SELinux
Overview
SELinux (Security-Enhanced Linux) is a Linux Linux/Containerization/LSM implementation that enforces mandatory access control (MAC) using labels (security contexts) instead of paths. It is widely used on RHEL/Fedora/CentOS and also heavily on Android (Linux kernel).
Mental Model
Every subject (process) and object (file/socket/etc.) can have a label. A policy decides whether a subject label may access an object label in a given way. This makes access control robust even when files move/rename (unlike path-based approaches).
Key Concepts
Security context (often shown as user:role:type:level)
Type Enforcement (TE): allow/deny decisions based on types (the most common mechanism).

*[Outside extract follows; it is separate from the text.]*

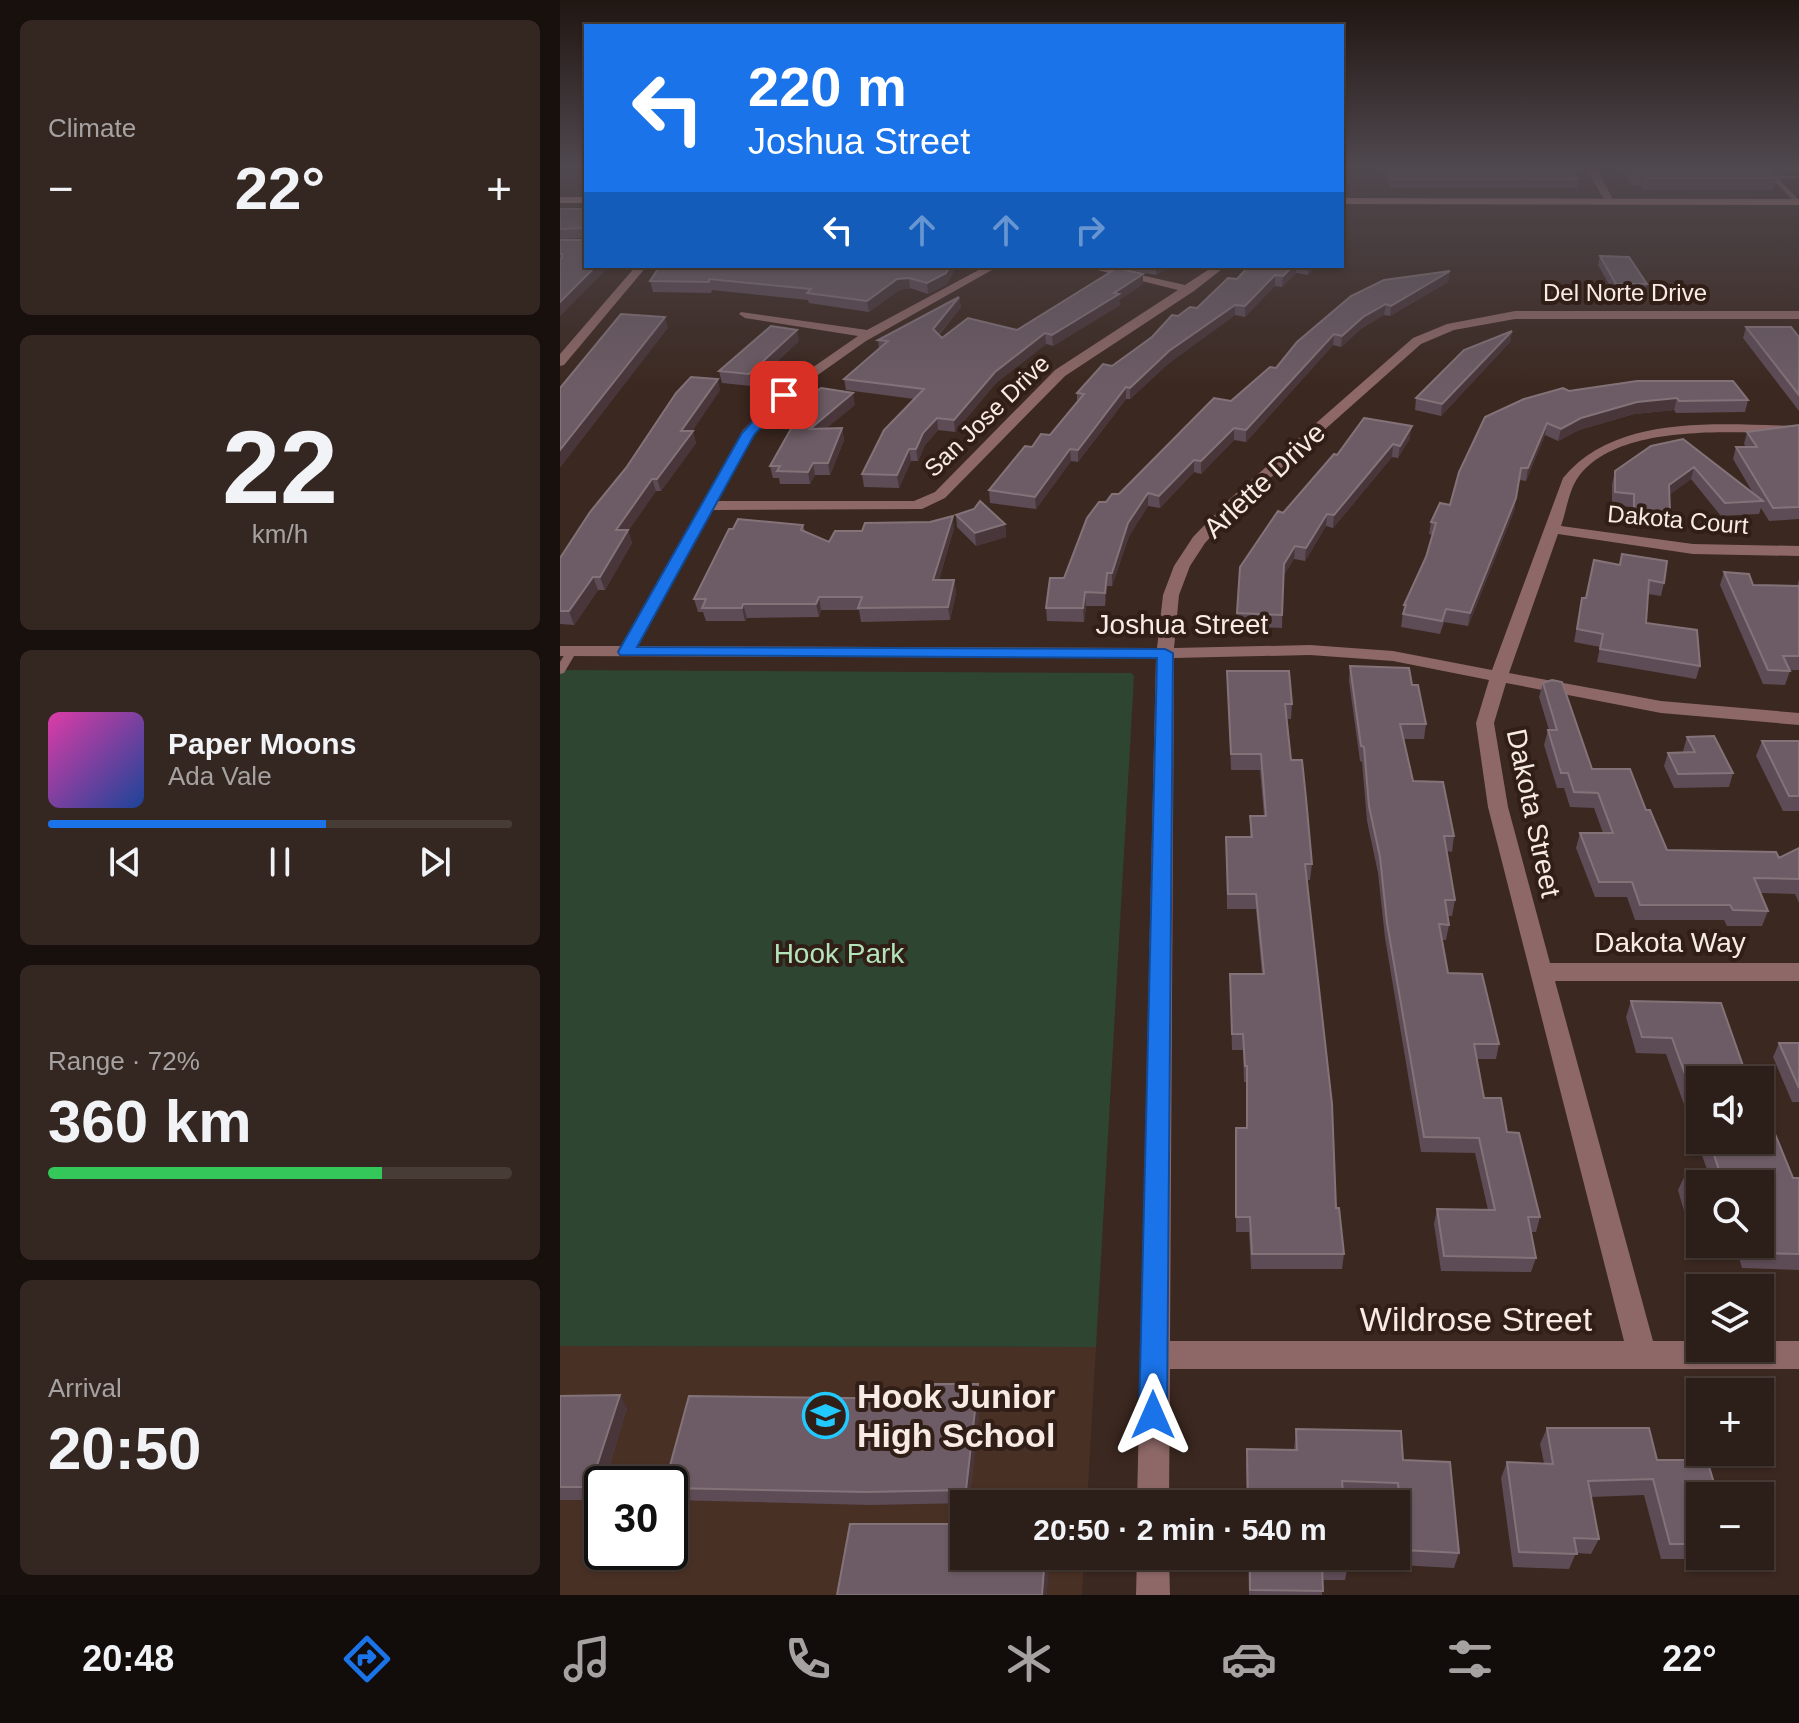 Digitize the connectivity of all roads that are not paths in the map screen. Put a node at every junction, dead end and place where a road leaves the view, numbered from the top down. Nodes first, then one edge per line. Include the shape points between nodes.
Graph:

Domains: process types (e.g., a service runs in a confined domain).
Roles: mostly relevant for user logins (RBAC).
MLS/MCS: optional multi-level / category separation (common for container separation: MCS).
Modes
enforcing: policy blocks violations. permissive: policy violations are logged but allowed. disabled: SELinux not active.
Relationship to Containers
Container runtimes can label container processes/files so each container runs in its own confined domain. On SELinux systems, Docker/Podman commonly rely on MCS categories to isolate containers from each other. SELinux complements:
- Linux/Containerization/Namespaces (isolation)
- Linux/Containerization/Cgroups (resource control)
- Linux/Containerization/Capabilities and Linux/Containerization/Seccomp (syscall/privilege reduction)
Tooling
getenforce show current mode.
setenforce 0|1 switch permissive/enforcing.
semanage manage persistent policy settings.
restorecon fix file contexts based on policy defaults.
ausearch / audit2why help interpret denials.